那天在大排檔他們喝了酒,說了很多話,現在記憶猶新的是真心話大冒險,意外的是所有的人都選擇了真心話,或是怕以後再無機會說,所以才急于表達。
“蔣悅凡是不是喜歡我們曉禾?”張季嘉微醺的伸出手指,然後輕輕的點着蔣悅凡,他聲音清晰利落的講,“對。”
“那曉禾是不是喜歡蔣悅凡?”何絮和張季嘉耳語着,兩個人笑的合不攏嘴,蔣悅凡怔怔的看着夏曉禾,她臉紅的像是能滴出血,悶聲不答。
“曉禾,不可以耍賴的啊。

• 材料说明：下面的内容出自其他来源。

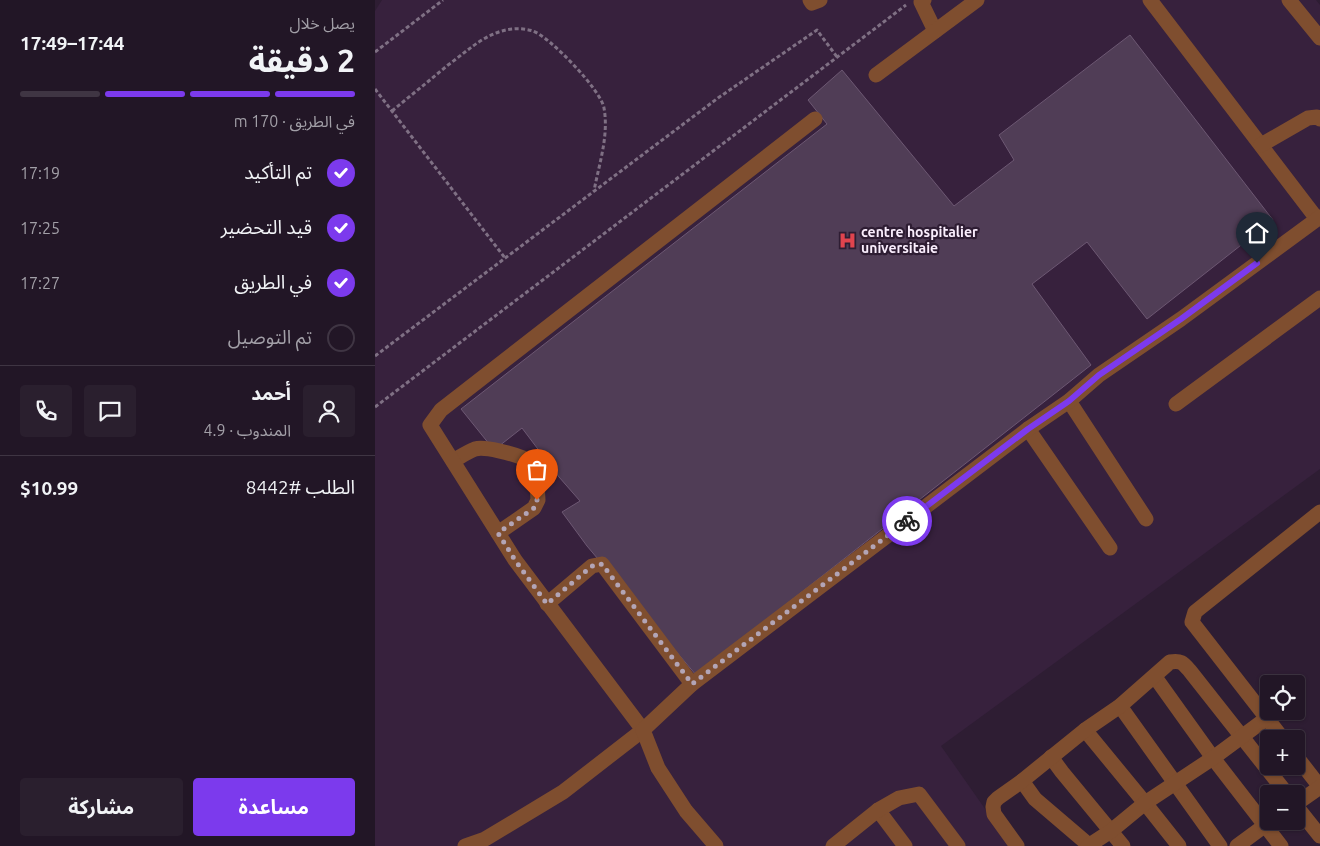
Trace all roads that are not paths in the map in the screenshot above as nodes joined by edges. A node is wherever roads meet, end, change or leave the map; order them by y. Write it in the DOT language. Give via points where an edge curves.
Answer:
graph roads {
  1 [pos="809,0"];
  2 [pos="820,0"];
  3 [pos="977,0"];
  4 [pos="1150,0"];
  5 [pos="1289,0"];
  6 [pos="922,1"];
  7 [pos="935,31"];
  8 [pos="1320,38"];
  9 [pos="876,75"];
  10 [pos="815,119"];
  11 [pos="1320,119"];
  12 [pos="1261,145"];
  13 [pos="1319,218"];
  14 [pos="1320,298"];
  15 [pos="1069,401"];
  16 [pos="1176,404"];
  17 [pos="1028,429"];
  18 [pos="453,461"];
  19 [pos="1320,512"];
  20 [pos="1146,519"];
  21 [pos="498,533"];
  22 [pos="1110,548"];
  23 [pos="547,604"];
  24 [pos="1155,677"];
  25 [pos="692,684"];
  26 [pos="1120,706"];
  27 [pos="1260,709"];
  28 [pos="1264,720"];
  29 [pos="1269,720"];
  30 [pos="643,730"];
  31 [pos="1085,730"];
  32 [pos="1276,730"];
  33 [pos="1242,737"];
  34 [pos="1051,757"];
  35 [pos="1213,758"];
  36 [pos="1305,768"];
  37 [pos="1022,781"];
  38 [pos="1176,784"];
  39 [pos="1280,785"];
  40 [pos="1320,787"];
  41 [pos="1305,798"];
  42 [pos="1145,803"];
  43 [pos="878,810"];
  44 [pos="1260,813"];
  45 [pos="1305,817"];
  46 [pos="1260,829"];
  47 [pos="1273,830"];
  48 [pos="1111,831"];
  49 [pos="1320,836"];
  50 [pos="465,846"];
  51 [pos="716,846"];
  52 [pos="834,846"];
  53 [pos="905,846"];
  54 [pos="959,846"];
  55 [pos="1017,846"];
  56 [pos="1089,846"];
  57 [pos="1123,846"];
  58 [pos="1179,846"];
  59 [pos="1220,846"];
  60 [pos="1237,846"];
  61 [pos="1281,846"];
  1 -- 2 [label="lane" via="812,3"];
  3 -- 7 [label="lane"];
  4 -- 12 [label="lane"];
  5 -- 8 [label="lane"];
  6 -- 7 [label="lane"];
  7 -- 9 [label="lane"];
  10 -- 18 [label="lane" via="441,410 431,425"];
  11 -- 12 [label="lane" via="1308,118"];
  12 -- 13 [label="lane"];
  13 -- 15 [label="lane" via="1099,375"];
  14 -- 16 [label="lane"];
  15 -- 17 [label="lane"];
  15 -- 20 [label="lane"];
  17 -- 22 [label="lane"];
  17 -- 25 [label="lane"];
  18 -- 21 [label="lane"];
  18 -- 21 [label="lane" via="476,448 523,458 537,484 537,500 534,508"];
  19 -- 27 [label="lane" via="1195,612 1192,622"];
  21 -- 23 [label="lane"];
  23 -- 25 [label="lane" via="592,566 602,564"];
  23 -- 30 [label="lane"];
  24 -- 26 [label="lane"];
  24 -- 33 [label="lane" via="1170,662 1184,664"];
  24 -- 35 [label="lane"];
  25 -- 30 [label="lane"];
  26 -- 31 [label="lane"];
  26 -- 38 [label="lane"];
  28 -- 33 [label="lane"];
  29 -- 32 [label="lane"];
  30 -- 50 [label="lane" via="563,792 485,839"];
  30 -- 51 [label="lane" via="658,768"];
  31 -- 34 [label="lane"];
  31 -- 42 [label="lane"];
  33 -- 35 [label="lane"];
  33 -- 39 [label="lane"];
  34 -- 37 [label="lane"];
  34 -- 48 [label="lane"];
  35 -- 38 [label="lane"];
  35 -- 44 [label="lane"];
  36 -- 40 [label="lane"];
  37 -- 55 [label="lane" via="998,798 993,807 993,814"];
  37 -- 56 [label="lane" via="1035,799"];
  38 -- 42 [label="lane"];
  38 -- 59 [label="lane"];
  40 -- 41 [label="lane"];
  42 -- 48 [label="lane"];
  42 -- 58 [label="lane"];
  43 -- 52 [label="lane"];
  43 -- 53 [label="lane"];
  43 -- 54 [label="lane" via="899,798 919,794"];
  45 -- 49 [label="lane"];
  46 -- 60 [label="lane"];
  47 -- 61 [label="lane"];
  48 -- 56 [label="lane"];
  48 -- 57 [label="lane"];
}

你看人家蔣悅凡都說了,你怎麽那麽不勇敢。”張季嘉推着曉禾的胳膊,金池望着對面的兩人笑,“你看看,蔣悅凡脖子都直了,你說句喜歡你,我們都當沒聽見。”
“喜,歡。”她低着頭,微小的聲音淹沒在隔壁座位的嘈雜裏,所有的畫面都靜止了,她像是只能看到蔣悅凡。他明亮的眼睛,濃密的眉毛,薄薄的嘴唇,輕輕拉過她的手,寬大的手掌溫暖的摩挲着她的手指,嘴角一抹好看的笑,誘哄着,“再說一次。”
“喜歡。”燈火闌珊的市中心,他們像是沒有明天的亡命之徒,如果此時他選擇了海角天涯,她也希望和他一起。
飯後司雨送了金池回家,何絮送張季嘉,剩下曉禾和蔣悅凡面面相觑。他牽着她在路上走了許久,就是不提送她回家的事。恰巧路過阿飛的店,門口貼着“轉讓出租”的字條。
“你再不回去方主任會擔心你。”曉禾的話才出口,蔣悅凡的腳步就停了下來,他溫和的臉瞬間镌刻上了一層冰冷的痕跡,曉禾笑,“蔣悅凡,你個大傻瓜。”
“你早知道了?”他的口氣隐約帶着無奈,嘴角是一絲不屑,又像是對自己的嘲諷。
“你一點都不懂方主任。你生病的時候她送你去醫院,眼裏都是關心,每次你考完試她都去班主任辦公室問東問西。那天你們吵了架,你跑掉了,她卻哭了。你都不知道。你一點都不懂她的心。”或是喝了酒,曉禾言語不清的講着,蔣悅凡把她收在懷中,輕拍着她的脊背,“曉禾,你那天哭了,是不是因為我?”
“我聽班主任說起你,說起你和方主任。她們講話好難聽,我不喜歡她們。我心裏疼,忽然好想你,我……”她還沒講完,他的唇就印了下來,唇齒間帶酒精的味道,蔣悅凡肆意的侵略着她的領土,她節節敗退,迷蒙間勾住他的肩膀,溫順的配合着他的動作。他反複了幾次還是覺得不夠,恨不能把她揉進身體裏,移開嘴唇,見曉禾輕喘着靠在他懷中,那一刻他忽然懂了方秋雨一直念叨的責任,他想肩負起這個女孩兒和他的人生,心底是一種前所未有的溫柔。他低頭附上她耳根,細膩的咬着,沙啞的喉音撩人的講“曉禾,我想你,我……”他不敢再講下去,懷裏的人弓着背微微顫抖。
“別怕。”他的手徘徊在她的後背,反複摩擦,掌心熱的像是一團火。曉禾覺得頭有些暈,蔣悅凡不住的在眼前晃,她拍拍他肩膀,讓他低下頭,她學着他的樣子吻他的耳根,她的唇觸到他的喉結,眯着眼朝他笑,“我也想你,很想很想。”